The trial against Beate Zschäpe, who was allegedly involved in those attacks along with two other men, Uwe Mundlos und Uwe Böhnhardt, has been closely watched in Germany since it began in 2014. Mundlos and Bönhardt were found dead in November 2011 after a bank robbery near the Thuringian capital, Erfurt.
The governing coalition in Thuringia – consisting of the Social Democrats, Left party, and the Greens – had proposed the compensation fund to cover the financial costs many victims' families incurred through the attacks, a speaker from The Left said on Friday.
The coalition wrote in the bill that the state of Thuringia was obligated to finance the fund, citing the findings of a parliamentary committee that had determined state security services had failed to carry out their investigations properly.
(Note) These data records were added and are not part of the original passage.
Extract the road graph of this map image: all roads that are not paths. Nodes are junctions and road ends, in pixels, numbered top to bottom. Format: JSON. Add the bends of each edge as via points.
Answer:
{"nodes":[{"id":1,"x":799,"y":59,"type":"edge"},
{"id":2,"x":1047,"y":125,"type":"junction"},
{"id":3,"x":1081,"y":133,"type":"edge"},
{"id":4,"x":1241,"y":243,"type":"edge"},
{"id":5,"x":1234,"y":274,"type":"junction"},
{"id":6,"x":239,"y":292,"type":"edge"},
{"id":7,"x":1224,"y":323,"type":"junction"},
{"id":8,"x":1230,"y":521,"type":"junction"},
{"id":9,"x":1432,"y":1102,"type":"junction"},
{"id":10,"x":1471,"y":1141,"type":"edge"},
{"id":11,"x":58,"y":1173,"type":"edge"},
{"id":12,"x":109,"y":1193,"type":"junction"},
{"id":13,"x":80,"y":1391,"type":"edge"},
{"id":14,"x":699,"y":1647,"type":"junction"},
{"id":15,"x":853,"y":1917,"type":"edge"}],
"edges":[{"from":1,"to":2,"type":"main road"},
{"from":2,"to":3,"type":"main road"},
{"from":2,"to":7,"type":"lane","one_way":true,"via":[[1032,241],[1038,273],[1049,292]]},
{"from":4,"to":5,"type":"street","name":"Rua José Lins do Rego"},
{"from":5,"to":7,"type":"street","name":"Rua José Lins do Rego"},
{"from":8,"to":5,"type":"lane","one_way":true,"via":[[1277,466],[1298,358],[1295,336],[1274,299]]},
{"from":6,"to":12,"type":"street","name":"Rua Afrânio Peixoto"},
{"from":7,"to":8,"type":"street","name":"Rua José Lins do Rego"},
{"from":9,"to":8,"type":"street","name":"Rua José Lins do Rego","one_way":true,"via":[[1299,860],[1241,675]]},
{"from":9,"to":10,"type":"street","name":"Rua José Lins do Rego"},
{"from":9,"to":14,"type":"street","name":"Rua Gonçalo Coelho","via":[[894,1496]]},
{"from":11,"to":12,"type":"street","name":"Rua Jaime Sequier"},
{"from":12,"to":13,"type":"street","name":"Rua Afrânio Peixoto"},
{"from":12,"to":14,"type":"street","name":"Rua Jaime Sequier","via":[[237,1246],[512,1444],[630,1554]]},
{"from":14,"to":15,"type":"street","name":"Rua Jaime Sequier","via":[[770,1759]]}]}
"The cooperation between the Thuringia Office for the Protection of the Constitution and the Thuringia state police office was marked by rivalry and mutual distrust that prevented successful investigative work," the committee said in its findings.
In the bill to create the fund, the coalition parties wrote that "the state parliament acknowledges its political responsibility to the victims, relatives, and aggrieved parties of the right-wing terrorist murders, attacks, and robberies of the NSU."
45 MPs voted for that bill and another measure to build a memorial to the victims. 36 members from the opposition center-right Christian Democrats (CDU) and the far-right populist Alternative for Germany (AfD) parties voted against both measures.
CDU MP Jörg Kellner accused the ruling coalition of preempting the courts. He said the justice system was responsible for establishing whether the state was partly at fault for the NSU's crimes.
The bill did not say how much money will be invested in the fund, but the final amount will reportedly be negotiated in upcoming budget consultations.
Parliamentarians will also decide where to build the memorial. The three governing parties say multiple sites would be fitting, including the city of Jena where the three NSU members were from.